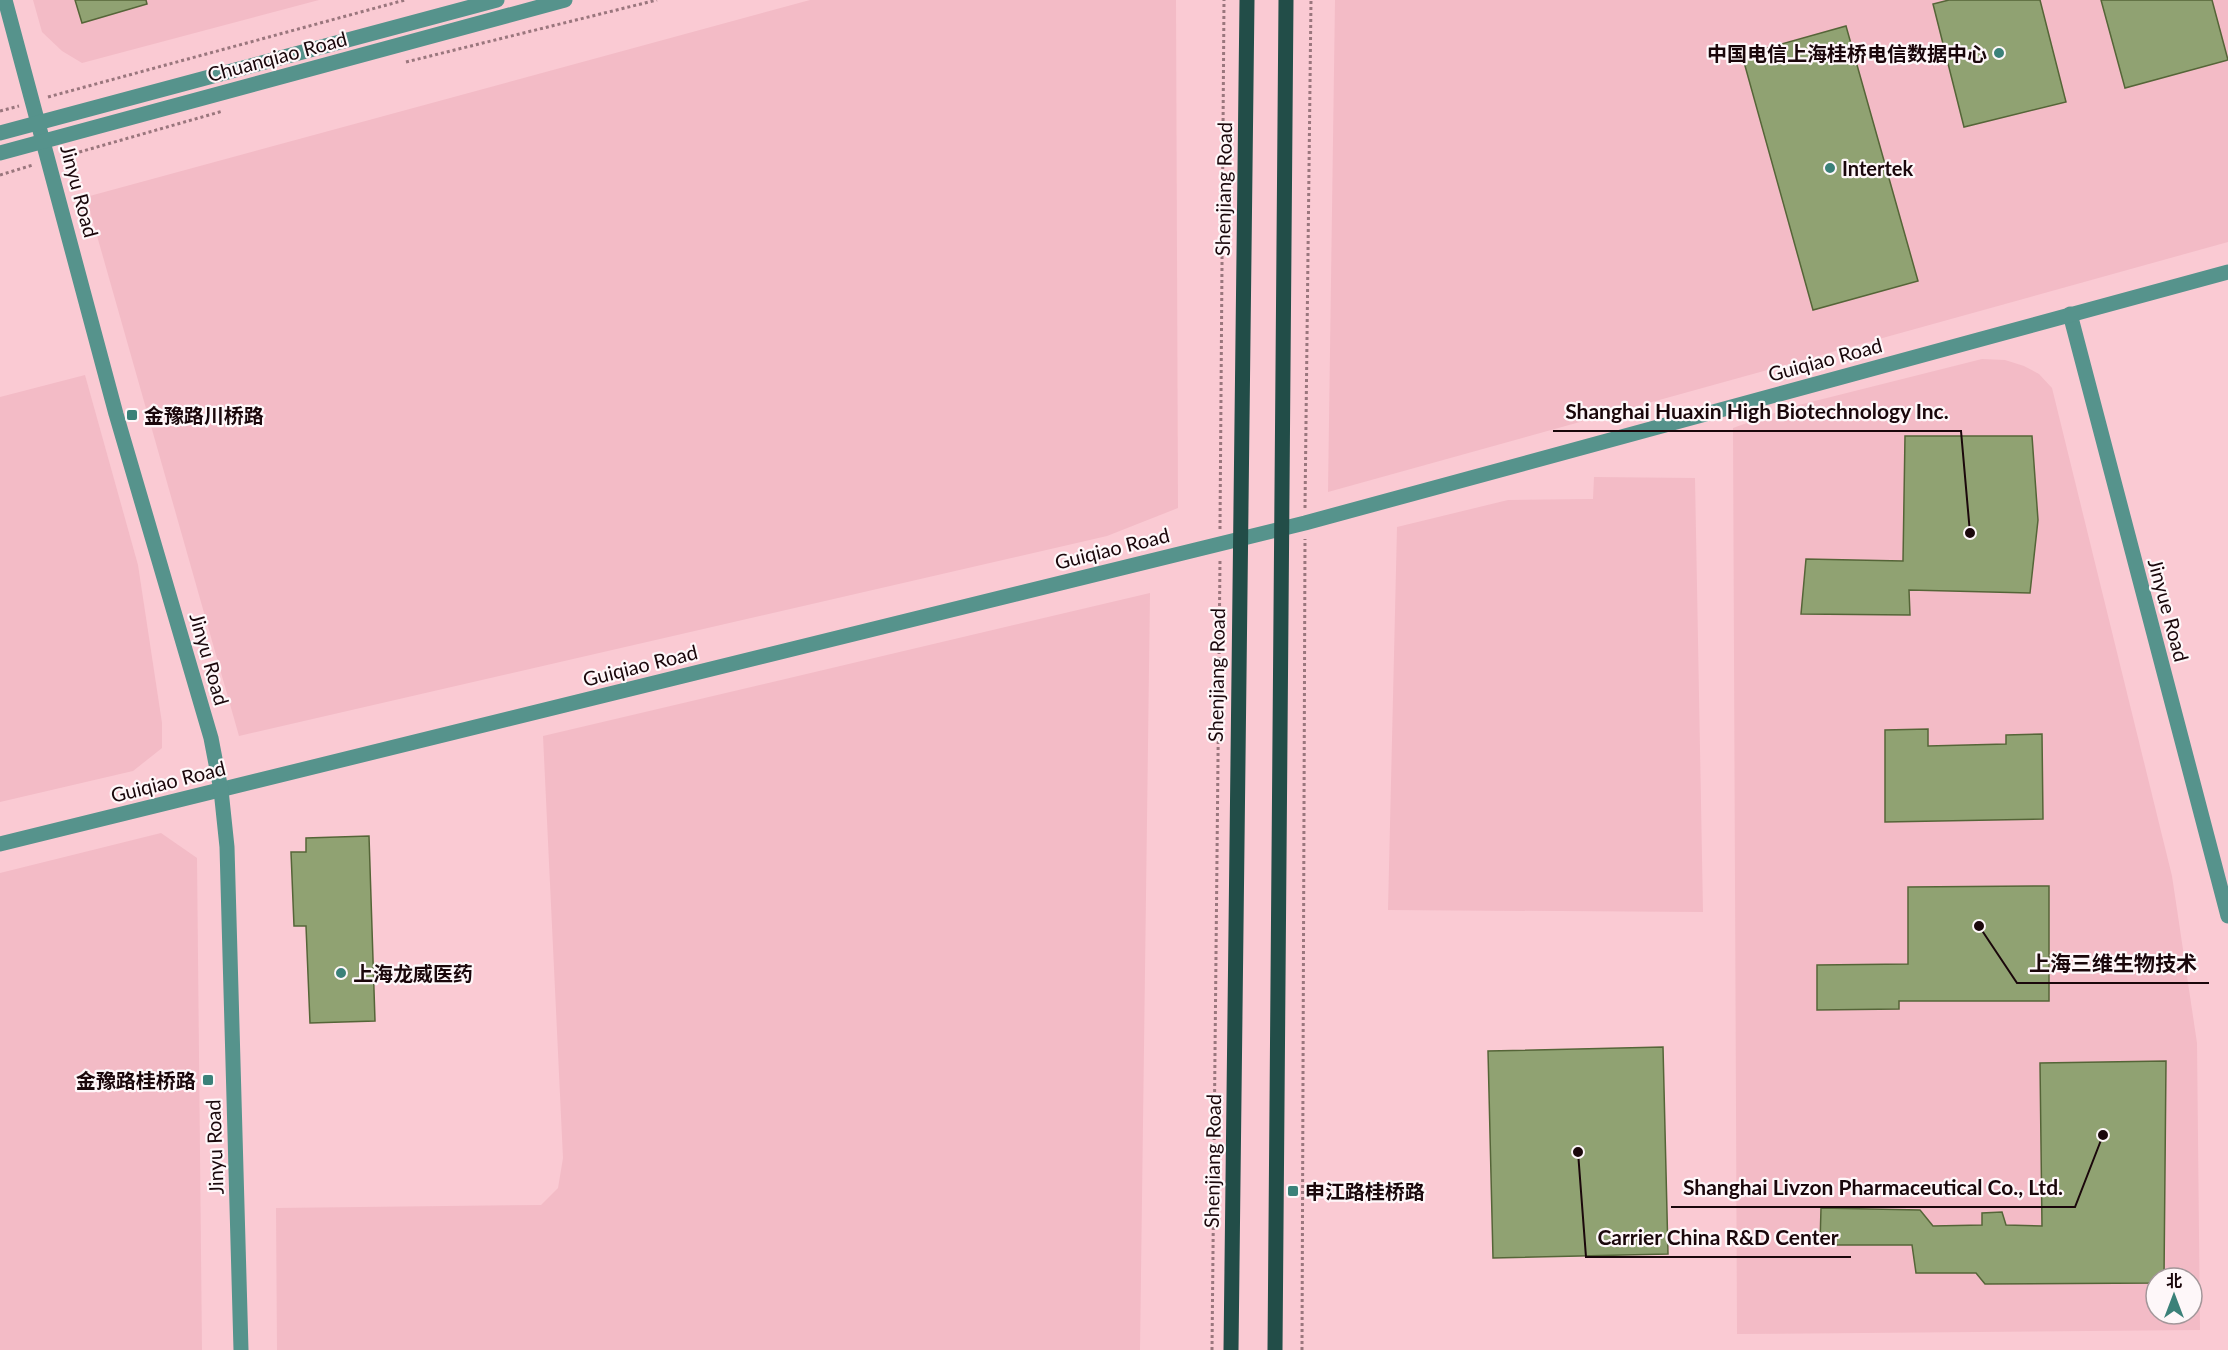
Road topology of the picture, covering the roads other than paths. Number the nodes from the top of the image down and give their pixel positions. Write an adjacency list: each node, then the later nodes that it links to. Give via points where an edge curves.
1 (5, 0): 6 (street, Jinyu Road)
2 (497, 0): 6 (street, Chuanqiao Road)
3 (565, 0): 8 (street, Chuanqiao Road)
4 (1247, 0): 13 (main road, Shenjiang Road)
5 (1286, 0): 12 (main road)
6 (39, 122): 7 (street, Chuanqiao Road); 8 (street, Jinyu Road)
7 (0, 133)
8 (44, 140): 9 (street, Chuanqiao Road); 14 (street, Jinyu Road, via 116,414 211,738)
9 (0, 153)
10 (2228, 272): 11 (street, Guiqiao Road)
11 (2070, 314): 12 (street, Guiqiao Road); 16 (street, Jinyue Road)
12 (1282, 528): 13 (street, Guiqiao Road); 19 (main road)
13 (1239, 539): 14 (street, Guiqiao Road); 18 (main road, Shenjiang Road)
14 (221, 790): 15 (street, Guiqiao Road); 17 (street, Jinyu Road, via 227,847)
15 (0, 844)
16 (2228, 916)
17 (241, 1350)
18 (1231, 1350)
19 (1275, 1350)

※

▸ **Problem statement**: A verbatim reproduction of each entry is expected, with every picture omitted.

▸ **Output of the task**:
Road topology of the picture, covering the roads other than paths. Number the nodes from the top of the image down and give their pixel positions. Write an adjacency list: each node, then the later nodes that it links to. Give via points where an edge curves.
1 (5, 0): 6 (street, Jinyu Road)
2 (497, 0): 6 (street, Chuanqiao Road)
3 (565, 0): 8 (street, Chuanqiao Road)
4 (1247, 0): 13 (main road, Shenjiang Road)
5 (1286, 0): 12 (main road)
6 (39, 122): 7 (street, Chuanqiao Road); 8 (street, Jinyu Road)
7 (0, 133)
8 (44, 140): 9 (street, Chuanqiao Road); 14 (street, Jinyu Road, via 116,414 211,738)
9 (0, 153)
10 (2228, 272): 11 (street, Guiqiao Road)
11 (2070, 314): 12 (street, Guiqiao Road); 16 (street, Jinyue Road)
12 (1282, 528): 13 (street, Guiqiao Road); 19 (main road)
13 (1239, 539): 14 (street, Guiqiao Road); 18 (main road, Shenjiang Road)
14 (221, 790): 15 (street, Guiqiao Road); 17 (street, Jinyu Road, via 227,847)
15 (0, 844)
16 (2228, 916)
17 (241, 1350)
18 (1231, 1350)
19 (1275, 1350)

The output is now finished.